• [Task objective]: Leave the images aside and output every entry exactly.

[The data Boundary: Start]

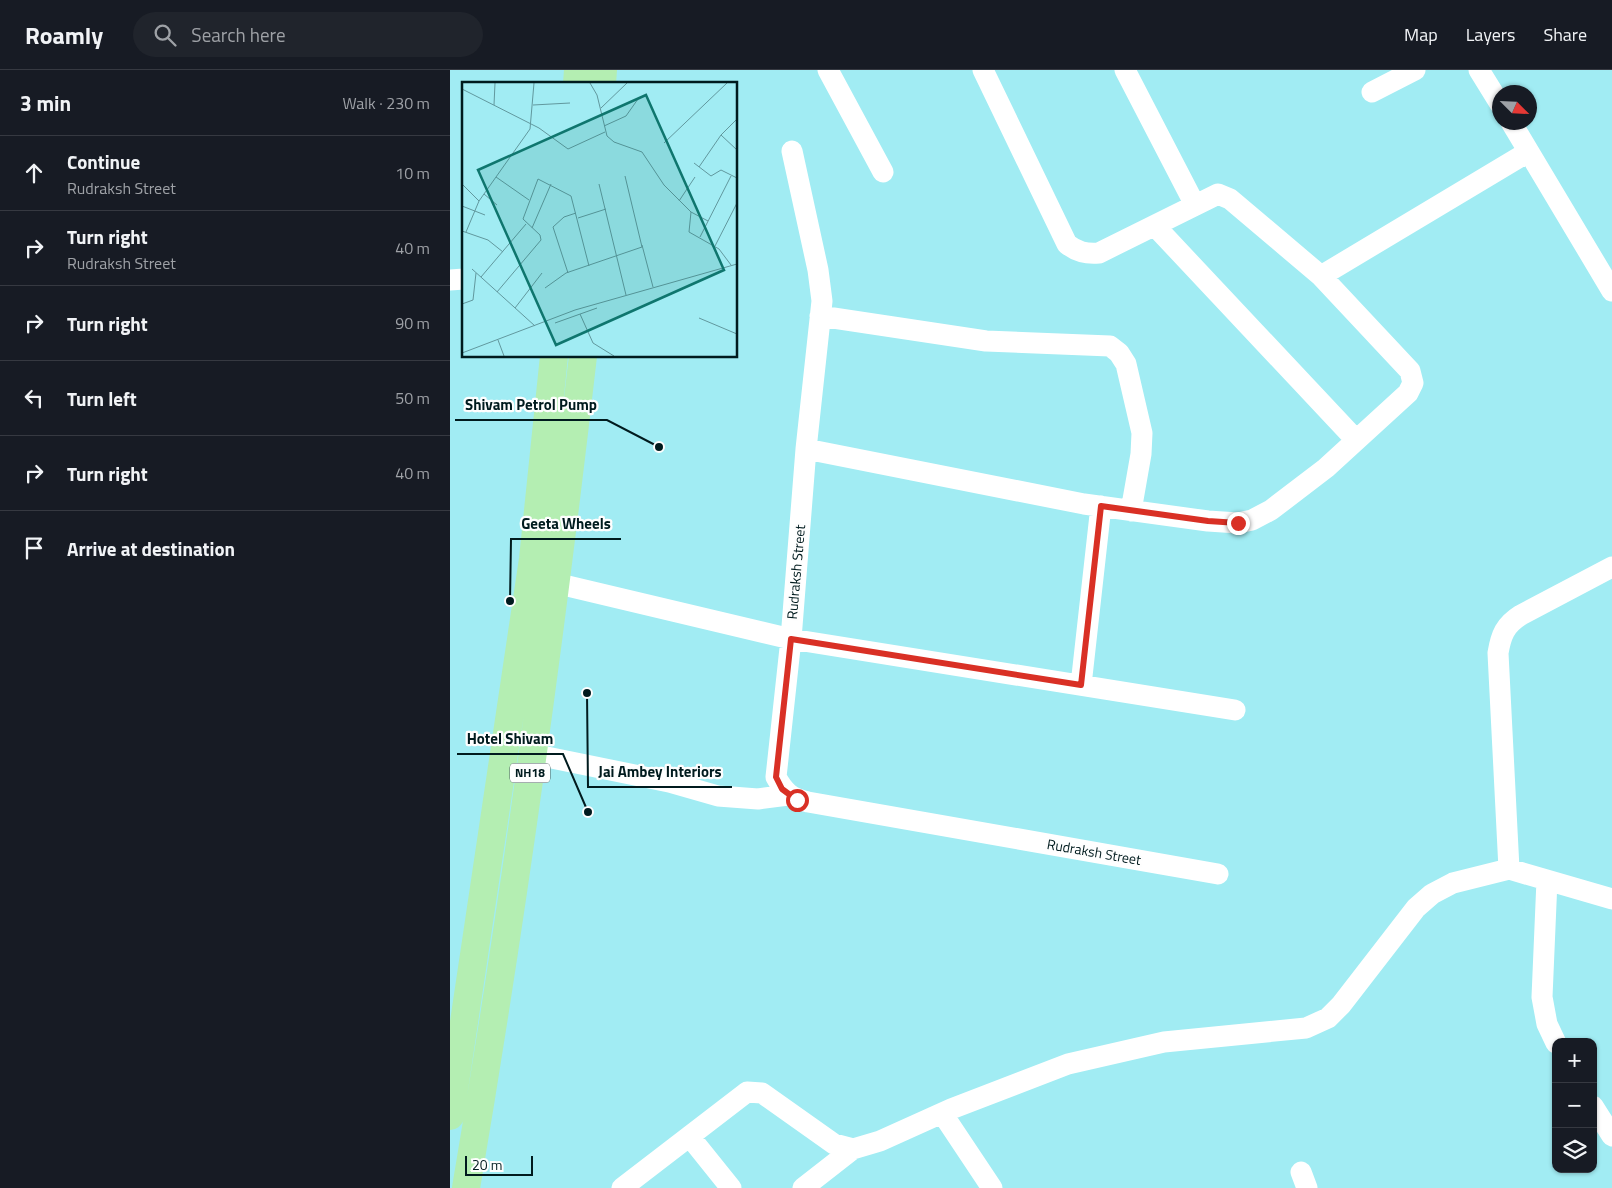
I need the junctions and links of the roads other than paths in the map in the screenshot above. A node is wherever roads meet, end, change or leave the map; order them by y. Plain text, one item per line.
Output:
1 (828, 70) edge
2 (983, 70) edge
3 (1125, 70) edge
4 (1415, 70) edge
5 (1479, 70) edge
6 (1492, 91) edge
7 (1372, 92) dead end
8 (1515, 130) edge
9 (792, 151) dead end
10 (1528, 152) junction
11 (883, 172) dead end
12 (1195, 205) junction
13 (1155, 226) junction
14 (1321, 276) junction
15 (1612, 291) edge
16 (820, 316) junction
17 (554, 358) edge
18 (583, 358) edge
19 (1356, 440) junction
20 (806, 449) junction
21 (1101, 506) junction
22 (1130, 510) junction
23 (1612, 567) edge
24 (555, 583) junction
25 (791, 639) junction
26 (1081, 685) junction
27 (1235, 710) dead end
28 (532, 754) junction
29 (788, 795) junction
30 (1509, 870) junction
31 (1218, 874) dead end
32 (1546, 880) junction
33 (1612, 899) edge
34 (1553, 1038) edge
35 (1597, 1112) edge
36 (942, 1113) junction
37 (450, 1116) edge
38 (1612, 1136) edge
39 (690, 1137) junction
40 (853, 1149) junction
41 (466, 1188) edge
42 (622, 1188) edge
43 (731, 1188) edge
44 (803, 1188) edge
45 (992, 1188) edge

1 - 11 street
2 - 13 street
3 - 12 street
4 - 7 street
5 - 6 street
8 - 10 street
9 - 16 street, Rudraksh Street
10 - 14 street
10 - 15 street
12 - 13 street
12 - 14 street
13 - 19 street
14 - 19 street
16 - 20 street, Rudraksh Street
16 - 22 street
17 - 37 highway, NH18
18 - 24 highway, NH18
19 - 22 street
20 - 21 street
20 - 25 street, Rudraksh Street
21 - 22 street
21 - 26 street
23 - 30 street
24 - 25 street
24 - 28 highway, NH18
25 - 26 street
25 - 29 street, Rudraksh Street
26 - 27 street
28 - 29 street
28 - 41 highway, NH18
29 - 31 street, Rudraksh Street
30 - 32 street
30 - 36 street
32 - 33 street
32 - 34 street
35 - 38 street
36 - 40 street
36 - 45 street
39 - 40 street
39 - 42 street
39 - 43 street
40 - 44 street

[The data Boundary: End]

• [Output of the exercise]:
I need the junctions and links of the roads other than paths in the map in the screenshot above. A node is wherever roads meet, end, change or leave the map; order them by y. Plain text, one item per line.
Output:
1 (828, 70) edge
2 (983, 70) edge
3 (1125, 70) edge
4 (1415, 70) edge
5 (1479, 70) edge
6 (1492, 91) edge
7 (1372, 92) dead end
8 (1515, 130) edge
9 (792, 151) dead end
10 (1528, 152) junction
11 (883, 172) dead end
12 (1195, 205) junction
13 (1155, 226) junction
14 (1321, 276) junction
15 (1612, 291) edge
16 (820, 316) junction
17 (554, 358) edge
18 (583, 358) edge
19 (1356, 440) junction
20 (806, 449) junction
21 (1101, 506) junction
22 (1130, 510) junction
23 (1612, 567) edge
24 (555, 583) junction
25 (791, 639) junction
26 (1081, 685) junction
27 (1235, 710) dead end
28 (532, 754) junction
29 (788, 795) junction
30 (1509, 870) junction
31 (1218, 874) dead end
32 (1546, 880) junction
33 (1612, 899) edge
34 (1553, 1038) edge
35 (1597, 1112) edge
36 (942, 1113) junction
37 (450, 1116) edge
38 (1612, 1136) edge
39 (690, 1137) junction
40 (853, 1149) junction
41 (466, 1188) edge
42 (622, 1188) edge
43 (731, 1188) edge
44 (803, 1188) edge
45 (992, 1188) edge

1 - 11 street
2 - 13 street
3 - 12 street
4 - 7 street
5 - 6 street
8 - 10 street
9 - 16 street, Rudraksh Street
10 - 14 street
10 - 15 street
12 - 13 street
12 - 14 street
13 - 19 street
14 - 19 street
16 - 20 street, Rudraksh Street
16 - 22 street
17 - 37 highway, NH18
18 - 24 highway, NH18
19 - 22 street
20 - 21 street
20 - 25 street, Rudraksh Street
21 - 22 street
21 - 26 street
23 - 30 street
24 - 25 street
24 - 28 highway, NH18
25 - 26 street
25 - 29 street, Rudraksh Street
26 - 27 street
28 - 29 street
28 - 41 highway, NH18
29 - 31 street, Rudraksh Street
30 - 32 street
30 - 36 street
32 - 33 street
32 - 34 street
35 - 38 street
36 - 40 street
36 - 45 street
39 - 40 street
39 - 42 street
39 - 43 street
40 - 44 street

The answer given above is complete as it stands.